Through our work with Melong, we’ve found that breaking down machine translation into smaller, reasoning-driven tasks significantly enhances output quality compared to direct translation. Interestingly, this method mirrors how human translators approach their work, making the process more intuitive and aligned with human thought patterns. Encouraging large language models (LLMs) to “think before translating” has emerged as a promising strategy.
A compelling demonstration of this concept was presented by Hyung Won at OpenAI. He illustrated reasoning-driven translation using a corrupted Korean sentence. The corruption involved the addition of unnecessary consonants, which created confusion for AI but remained decipherable to native speakers. While GPT-4 struggled with the task, OpenAI’s newer O1 model excelled by employing a step-by-step approach: first deciphering the corrupted text, reasoning through the necessary corrections, and then translating the corrected version. This structured process produced an accurate translation, underscoring how reasoning can tackle even complex translation challenges.

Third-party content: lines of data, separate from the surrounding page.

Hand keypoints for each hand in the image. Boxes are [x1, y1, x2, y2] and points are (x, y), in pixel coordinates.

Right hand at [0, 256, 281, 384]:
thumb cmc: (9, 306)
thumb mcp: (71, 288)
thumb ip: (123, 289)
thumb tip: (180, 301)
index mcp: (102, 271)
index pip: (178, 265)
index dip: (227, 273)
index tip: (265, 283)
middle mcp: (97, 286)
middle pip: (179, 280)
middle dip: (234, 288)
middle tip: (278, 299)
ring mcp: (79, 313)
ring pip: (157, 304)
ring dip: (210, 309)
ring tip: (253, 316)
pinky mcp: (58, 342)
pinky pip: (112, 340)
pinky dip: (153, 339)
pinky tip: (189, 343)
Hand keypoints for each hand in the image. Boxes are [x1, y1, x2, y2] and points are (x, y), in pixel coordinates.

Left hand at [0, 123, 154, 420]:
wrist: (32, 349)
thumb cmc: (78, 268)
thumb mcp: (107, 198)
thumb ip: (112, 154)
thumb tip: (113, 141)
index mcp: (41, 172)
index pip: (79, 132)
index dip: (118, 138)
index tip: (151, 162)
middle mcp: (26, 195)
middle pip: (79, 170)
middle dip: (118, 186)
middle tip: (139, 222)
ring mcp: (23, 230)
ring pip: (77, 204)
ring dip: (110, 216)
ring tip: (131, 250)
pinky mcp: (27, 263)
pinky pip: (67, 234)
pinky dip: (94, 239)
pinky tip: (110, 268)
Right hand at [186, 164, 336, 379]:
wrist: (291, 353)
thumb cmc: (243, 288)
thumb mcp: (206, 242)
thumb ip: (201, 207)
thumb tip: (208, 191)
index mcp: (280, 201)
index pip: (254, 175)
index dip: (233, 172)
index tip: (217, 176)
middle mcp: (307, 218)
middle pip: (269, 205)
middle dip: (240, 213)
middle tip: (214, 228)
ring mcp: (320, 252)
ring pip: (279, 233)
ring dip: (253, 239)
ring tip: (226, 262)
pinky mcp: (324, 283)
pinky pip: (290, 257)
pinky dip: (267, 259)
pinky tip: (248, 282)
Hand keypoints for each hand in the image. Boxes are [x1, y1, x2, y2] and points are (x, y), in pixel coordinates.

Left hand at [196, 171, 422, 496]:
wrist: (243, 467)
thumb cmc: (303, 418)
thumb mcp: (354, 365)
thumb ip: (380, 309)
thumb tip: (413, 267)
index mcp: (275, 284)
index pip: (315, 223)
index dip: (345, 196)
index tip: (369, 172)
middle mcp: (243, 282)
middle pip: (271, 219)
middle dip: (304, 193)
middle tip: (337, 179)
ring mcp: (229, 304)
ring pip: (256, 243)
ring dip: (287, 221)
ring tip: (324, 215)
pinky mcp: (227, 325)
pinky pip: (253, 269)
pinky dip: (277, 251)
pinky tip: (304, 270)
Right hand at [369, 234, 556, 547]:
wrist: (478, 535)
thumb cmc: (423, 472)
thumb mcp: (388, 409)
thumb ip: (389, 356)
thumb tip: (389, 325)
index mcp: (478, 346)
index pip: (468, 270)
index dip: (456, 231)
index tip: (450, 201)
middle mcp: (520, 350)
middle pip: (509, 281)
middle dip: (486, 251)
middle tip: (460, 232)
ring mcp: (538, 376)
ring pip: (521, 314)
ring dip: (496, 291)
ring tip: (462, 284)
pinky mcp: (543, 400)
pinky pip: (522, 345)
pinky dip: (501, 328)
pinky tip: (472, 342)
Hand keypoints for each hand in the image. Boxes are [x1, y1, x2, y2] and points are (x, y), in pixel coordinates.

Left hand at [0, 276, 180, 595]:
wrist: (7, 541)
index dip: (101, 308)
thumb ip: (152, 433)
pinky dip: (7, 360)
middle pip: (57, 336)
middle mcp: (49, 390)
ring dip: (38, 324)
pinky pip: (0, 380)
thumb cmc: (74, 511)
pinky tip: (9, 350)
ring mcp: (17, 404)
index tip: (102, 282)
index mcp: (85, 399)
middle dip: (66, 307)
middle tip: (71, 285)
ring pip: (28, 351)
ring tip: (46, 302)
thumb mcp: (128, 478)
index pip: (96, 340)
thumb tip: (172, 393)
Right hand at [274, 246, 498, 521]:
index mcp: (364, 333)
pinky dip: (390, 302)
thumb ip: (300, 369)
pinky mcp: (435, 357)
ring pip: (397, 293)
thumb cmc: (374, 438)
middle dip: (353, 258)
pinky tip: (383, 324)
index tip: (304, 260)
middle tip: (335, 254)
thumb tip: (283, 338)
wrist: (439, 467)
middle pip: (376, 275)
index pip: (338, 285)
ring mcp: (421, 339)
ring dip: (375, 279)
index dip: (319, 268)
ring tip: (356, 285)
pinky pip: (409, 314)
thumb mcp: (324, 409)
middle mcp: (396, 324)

The advantages of this approach extend beyond accuracy. By integrating reasoning into translation, we gain visibility into the model’s thought process. This interpretability is invaluable, offering insights into how the model understands and processes language—a feature our users consistently value.
For those interested in how i applied this method, detailed documentation is available at OpenPecha’s project board.

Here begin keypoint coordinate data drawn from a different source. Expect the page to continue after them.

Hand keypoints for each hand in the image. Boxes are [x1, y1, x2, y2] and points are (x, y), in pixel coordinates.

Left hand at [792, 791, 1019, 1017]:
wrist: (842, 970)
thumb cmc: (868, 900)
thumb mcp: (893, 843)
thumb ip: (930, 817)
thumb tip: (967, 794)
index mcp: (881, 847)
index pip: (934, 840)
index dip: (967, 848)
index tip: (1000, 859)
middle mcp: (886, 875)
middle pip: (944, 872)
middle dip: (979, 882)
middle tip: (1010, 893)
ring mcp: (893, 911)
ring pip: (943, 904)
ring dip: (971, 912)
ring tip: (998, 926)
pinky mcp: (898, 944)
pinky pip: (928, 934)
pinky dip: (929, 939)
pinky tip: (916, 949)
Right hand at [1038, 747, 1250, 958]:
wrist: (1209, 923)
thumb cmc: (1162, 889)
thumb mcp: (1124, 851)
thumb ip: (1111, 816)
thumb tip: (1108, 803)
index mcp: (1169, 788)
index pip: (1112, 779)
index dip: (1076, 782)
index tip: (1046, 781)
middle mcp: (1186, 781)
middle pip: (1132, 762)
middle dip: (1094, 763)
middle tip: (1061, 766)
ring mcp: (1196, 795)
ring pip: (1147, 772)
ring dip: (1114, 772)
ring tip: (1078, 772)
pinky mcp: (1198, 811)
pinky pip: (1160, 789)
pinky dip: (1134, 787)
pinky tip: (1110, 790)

If you want try out the new model, here’s the link: DEMO. Give it a go!
Before you dive in, though, keep in mind that this is a proof of concept. There are still some issues to iron out, and like every LLM, it might occasionally start repeating itself. If that happens, just click the stop button.
Results:
We used BLEURT as our primary metric for testing as well as ranking, and from that, here are the results:
- TPO outperforms Claude.
- For Claude direct, we used a sample prompt similar to TPO. (Please translate the following …)
- For Claude technical, we used a prompt asking Claude to act as an expert Buddhist translator.
- Lastly, for Claude COT, we instructed it to act as an expert Buddhist translator with chain-of-thought reasoning.
BLEU is also considered here as it shows whether the technical words are included, which is crucial for domain-specific translations.
We compared the win rate of each model:
In conclusion, we have found that using TPO for translation offers its own unique advantages. Compared to approaches without reasoning, TPO currently performs slightly less effectively. This aligns with findings discussed in the TPO paper, as we only implemented two iterations of DPO during our experiments. With additional iterations of DPO, we anticipate that TPO will outperform non-reasoning approaches.
Another promising direction is the exploration of online DPO, particularly with the use of models like Claude as the reward model. This approach holds significant potential for enhancing results by continuously refining the model’s reasoning and translation capabilities. Furthermore, training a dedicated reward model specifically tailored for this task could open up new possibilities, making RLHF (Reinforcement Learning with Human Feedback) an even more compelling option. At present, the reasoning generated by the system is relatively concise. However, by extending the reasoning steps, there is a strong likelihood of achieving even greater improvements in performance and accuracy.
Looking ahead, I believe reasoning agents could represent the ultimate solution. An agent capable of reasoning can not only retrieve translations and commentaries but also perform searches across relevant sources, consult dictionaries, and take optimal steps to ensure high-quality translations. This ability to reason, search, and integrate information would be incredibly valuable in advancing translation systems to a whole new level.